§ Task statement
Check each line of the entries below for the word "highway", and copy the lines that have it.

§ Data for the task
* * *
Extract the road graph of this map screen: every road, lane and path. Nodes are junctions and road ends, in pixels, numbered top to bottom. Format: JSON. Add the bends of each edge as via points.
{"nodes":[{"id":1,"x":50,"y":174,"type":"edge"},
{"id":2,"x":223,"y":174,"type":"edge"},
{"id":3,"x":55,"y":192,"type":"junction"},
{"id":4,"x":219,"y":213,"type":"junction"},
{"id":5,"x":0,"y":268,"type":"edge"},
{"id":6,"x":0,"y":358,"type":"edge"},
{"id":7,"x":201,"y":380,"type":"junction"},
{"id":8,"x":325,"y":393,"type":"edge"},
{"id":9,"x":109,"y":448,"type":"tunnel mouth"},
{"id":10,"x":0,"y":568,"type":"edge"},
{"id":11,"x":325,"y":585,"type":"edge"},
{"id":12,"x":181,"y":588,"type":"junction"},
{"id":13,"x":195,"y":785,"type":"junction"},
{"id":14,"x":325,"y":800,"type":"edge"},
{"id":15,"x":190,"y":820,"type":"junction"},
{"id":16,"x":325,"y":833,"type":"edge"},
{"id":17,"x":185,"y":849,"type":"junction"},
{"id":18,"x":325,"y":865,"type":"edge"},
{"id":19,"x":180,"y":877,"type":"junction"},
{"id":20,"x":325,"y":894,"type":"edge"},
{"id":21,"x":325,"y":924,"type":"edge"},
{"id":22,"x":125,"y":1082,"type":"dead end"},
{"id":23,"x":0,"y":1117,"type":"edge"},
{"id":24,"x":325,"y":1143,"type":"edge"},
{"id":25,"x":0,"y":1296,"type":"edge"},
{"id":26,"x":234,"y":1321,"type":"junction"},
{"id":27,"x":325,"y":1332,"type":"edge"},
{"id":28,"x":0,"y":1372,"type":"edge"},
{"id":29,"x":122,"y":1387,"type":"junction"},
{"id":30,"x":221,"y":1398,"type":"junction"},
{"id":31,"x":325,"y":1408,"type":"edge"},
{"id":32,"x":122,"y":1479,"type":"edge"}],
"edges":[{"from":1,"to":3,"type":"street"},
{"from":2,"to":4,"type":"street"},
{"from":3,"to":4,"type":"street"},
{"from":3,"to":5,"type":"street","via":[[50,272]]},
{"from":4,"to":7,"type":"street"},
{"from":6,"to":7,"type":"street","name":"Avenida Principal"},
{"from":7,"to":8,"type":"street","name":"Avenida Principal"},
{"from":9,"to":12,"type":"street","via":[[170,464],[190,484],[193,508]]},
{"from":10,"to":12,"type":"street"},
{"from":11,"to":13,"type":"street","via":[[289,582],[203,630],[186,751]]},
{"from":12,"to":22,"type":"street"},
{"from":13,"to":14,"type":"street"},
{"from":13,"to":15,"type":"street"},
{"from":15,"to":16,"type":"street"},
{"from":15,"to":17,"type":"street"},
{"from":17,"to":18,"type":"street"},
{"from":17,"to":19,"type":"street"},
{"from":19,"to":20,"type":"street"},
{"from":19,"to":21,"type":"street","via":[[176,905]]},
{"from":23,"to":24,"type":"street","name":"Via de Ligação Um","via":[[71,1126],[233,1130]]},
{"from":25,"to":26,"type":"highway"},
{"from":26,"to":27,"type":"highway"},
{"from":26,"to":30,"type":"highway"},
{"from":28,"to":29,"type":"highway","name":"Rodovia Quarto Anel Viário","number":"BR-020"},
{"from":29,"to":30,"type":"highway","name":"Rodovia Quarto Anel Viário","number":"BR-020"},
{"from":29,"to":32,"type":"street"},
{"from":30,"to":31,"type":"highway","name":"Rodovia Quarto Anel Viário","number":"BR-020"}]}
* * *
§ Expected output
{"from":25,"to":26,"type":"highway"},
{"from":26,"to":27,"type":"highway"},
{"from":26,"to":30,"type":"highway"},
{"from":28,"to":29,"type":"highway","name":"Rodovia Quarto Anel Viário","number":"BR-020"},
{"from":29,"to":30,"type":"highway","name":"Rodovia Quarto Anel Viário","number":"BR-020"},
{"from":30,"to":31,"type":"highway","name":"Rodovia Quarto Anel Viário","number":"BR-020"}]}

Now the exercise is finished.